In 2009, the team of Wang Xinchen [16] reported a kind of graphite-structured layered material for the first time, which was named graphite-phase carbon nitride (g-C3N4). It has a band gap of 2.7 eV. It shows a very strong ability of oxidation and photocatalytic decomposition of organic matter under visible light irradiation, which has been widely paid attention to by researchers [17]. However, the g-C3N4 has some shortcomings that make its photocatalytic effect poor. For example, its specific surface area is relatively small, and the photo-generated electron-holes are easy to recombine. These shortcomings make it unable to stand alone in the field of photocatalysis. For this reason, researchers have tried many methods to improve the photocatalytic activity of g-C3N4.Such as element doping [18, 19], precious metal deposition [20, 21], and semiconductor compounding [22, 23]. At present, two-dimensional (2D) materials can be used in many places, including the field of photocatalysis by their super large specific surface area and suitable forbidden band width. It is one of the frontiers of research. The 2D MoS2 has attracted much attention due to its excellent properties, good electrical conductivity, and narrow band gap. In addition, because it has a unique energy band structure and good lattice matching, MoS2 matches well with g-C3N4, which can effectively accelerate the transfer of electrons and holes [24]. Yan et al. [25] used the ball milling method to compound g-C3N4 with MoS2 to disintegrate pollutants under visible light irradiation, which significantly improved the photocatalytic activity of semiconductor materials. Experimental facts have proved that the combination of g-C3N4 and MoS2 can effectively promote the separation rate of photogenerated electron-hole pairs and improve the photocatalytic activity of g-C3N4. Ge et al. [26] loaded MoS2 on the surface of g-C3N4 by the impregnation-calcination method, of which 0.5% (w/w) MoS2/g-C3N4 photocatalytic hydrogen production activity was the best, which was about 11.3 times that of single g-C3N4. Li et al. [27] used the chemical ultrasonic method to prepare g-C3N4/MoS2 composite catalyst successfully. The results showed that the addition of MoS2 significantly improved the catalytic activity of g-C3N4 on Rh B and methylene blue under visible light. A large number of experiments show that MoS2 is a good promoter.

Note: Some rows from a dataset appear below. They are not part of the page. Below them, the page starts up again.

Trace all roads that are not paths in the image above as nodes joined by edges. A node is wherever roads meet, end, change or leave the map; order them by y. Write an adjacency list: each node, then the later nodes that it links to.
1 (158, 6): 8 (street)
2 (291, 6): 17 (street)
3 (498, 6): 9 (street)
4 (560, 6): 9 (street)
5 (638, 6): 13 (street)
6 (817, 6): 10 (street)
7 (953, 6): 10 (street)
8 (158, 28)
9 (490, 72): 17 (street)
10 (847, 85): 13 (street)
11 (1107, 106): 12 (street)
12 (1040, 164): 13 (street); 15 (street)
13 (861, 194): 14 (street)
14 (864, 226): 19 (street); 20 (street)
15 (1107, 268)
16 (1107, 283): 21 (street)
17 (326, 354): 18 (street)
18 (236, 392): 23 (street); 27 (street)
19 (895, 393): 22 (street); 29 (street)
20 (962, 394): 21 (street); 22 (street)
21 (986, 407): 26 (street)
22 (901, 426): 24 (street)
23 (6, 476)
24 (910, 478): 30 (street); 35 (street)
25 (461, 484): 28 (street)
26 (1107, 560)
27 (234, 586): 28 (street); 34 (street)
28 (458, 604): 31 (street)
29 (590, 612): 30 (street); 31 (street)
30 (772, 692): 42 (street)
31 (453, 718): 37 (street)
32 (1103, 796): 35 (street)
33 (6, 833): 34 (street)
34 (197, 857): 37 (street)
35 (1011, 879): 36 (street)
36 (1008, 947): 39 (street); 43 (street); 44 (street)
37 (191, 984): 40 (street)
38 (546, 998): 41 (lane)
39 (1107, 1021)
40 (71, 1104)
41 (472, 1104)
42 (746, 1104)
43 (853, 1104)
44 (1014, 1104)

In this paper, the g-C3N4/MoS2 composite was prepared by a simple ultrasonic composite method. Its photocatalytic performance was verified by the degradation rate of Rh B under visible light irradiation. The crystal structure, microstructure and luminescence properties of the samples were characterized and analyzed by XRD, SEM, TEM, XPS, UV-Vis, and PL. The mechanism of photocatalytic degradation was further discussed by capturing active substances.